YOUR GOAL:
Reproduce every record below word for word and include no pictures.

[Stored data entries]
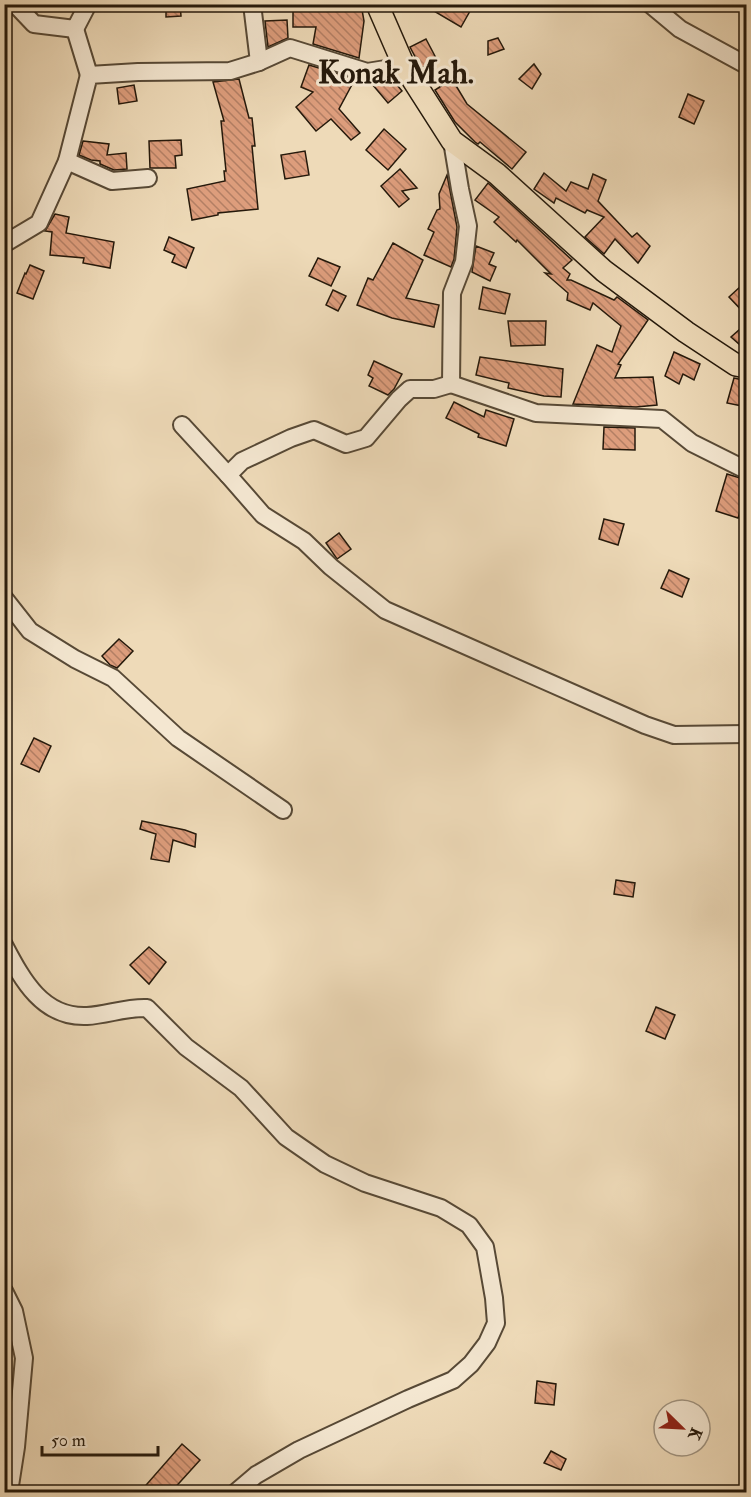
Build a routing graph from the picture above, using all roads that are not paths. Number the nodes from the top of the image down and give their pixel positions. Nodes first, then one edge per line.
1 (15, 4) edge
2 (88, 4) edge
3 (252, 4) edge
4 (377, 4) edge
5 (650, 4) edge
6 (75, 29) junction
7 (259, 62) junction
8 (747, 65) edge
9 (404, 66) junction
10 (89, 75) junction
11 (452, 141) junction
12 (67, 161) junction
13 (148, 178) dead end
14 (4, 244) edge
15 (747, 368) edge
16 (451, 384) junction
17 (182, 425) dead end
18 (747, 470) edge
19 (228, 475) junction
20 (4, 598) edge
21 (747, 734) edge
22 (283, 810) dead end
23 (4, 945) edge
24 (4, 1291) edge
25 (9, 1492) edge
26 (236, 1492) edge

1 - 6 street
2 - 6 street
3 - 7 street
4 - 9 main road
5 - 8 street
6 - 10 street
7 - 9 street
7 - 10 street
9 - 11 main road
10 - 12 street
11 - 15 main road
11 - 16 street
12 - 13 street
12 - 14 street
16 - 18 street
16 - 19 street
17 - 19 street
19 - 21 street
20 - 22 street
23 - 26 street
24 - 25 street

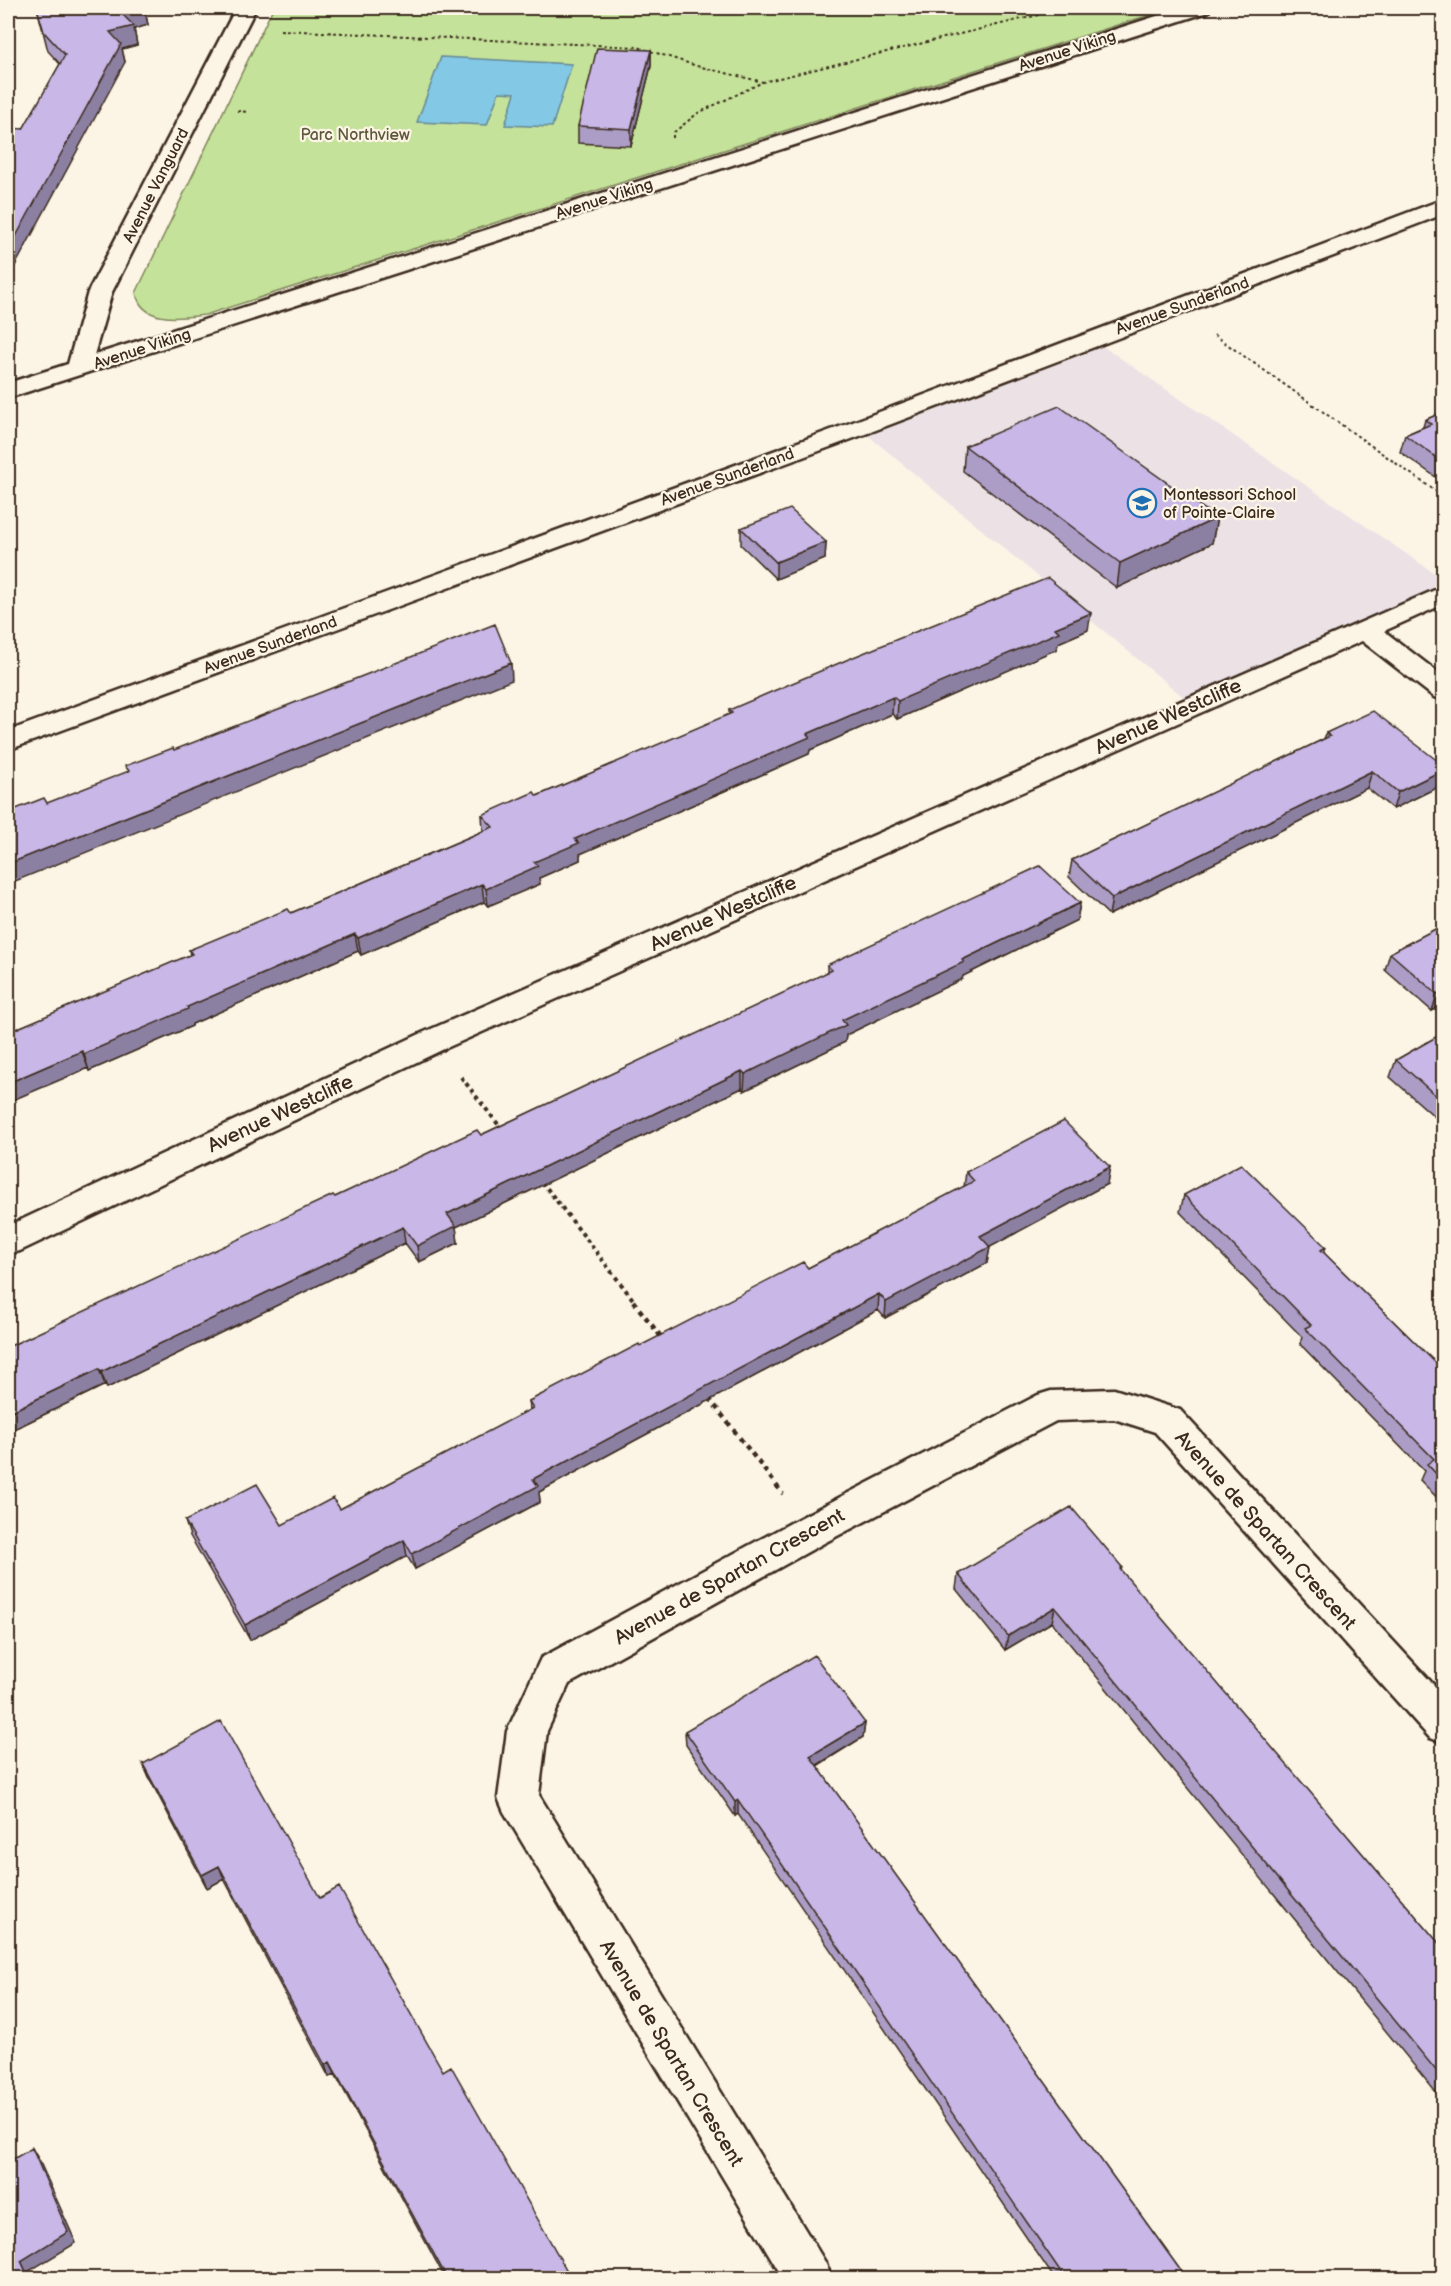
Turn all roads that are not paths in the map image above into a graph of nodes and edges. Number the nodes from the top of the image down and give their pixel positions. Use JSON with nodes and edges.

COMPLETED TASK:
Build a routing graph from the picture above, using all roads that are not paths. Number the nodes from the top of the image down and give their pixel positions. Nodes first, then one edge per line.
1 (15, 4) edge
2 (88, 4) edge
3 (252, 4) edge
4 (377, 4) edge
5 (650, 4) edge
6 (75, 29) junction
7 (259, 62) junction
8 (747, 65) edge
9 (404, 66) junction
10 (89, 75) junction
11 (452, 141) junction
12 (67, 161) junction
13 (148, 178) dead end
14 (4, 244) edge
15 (747, 368) edge
16 (451, 384) junction
17 (182, 425) dead end
18 (747, 470) edge
19 (228, 475) junction
20 (4, 598) edge
21 (747, 734) edge
22 (283, 810) dead end
23 (4, 945) edge
24 (4, 1291) edge
25 (9, 1492) edge
26 (236, 1492) edge

1 - 6 street
2 - 6 street
3 - 7 street
4 - 9 main road
5 - 8 street
6 - 10 street
7 - 9 street
7 - 10 street
9 - 11 main road
10 - 12 street
11 - 15 main road
11 - 16 street
12 - 13 street
12 - 14 street
16 - 18 street
16 - 19 street
17 - 19 street
19 - 21 street
20 - 22 street
23 - 26 street
24 - 25 street

Turn all roads that are not paths in the map image above into a graph of nodes and edges. Number the nodes from the top of the image down and give their pixel positions. Use JSON with nodes and edges.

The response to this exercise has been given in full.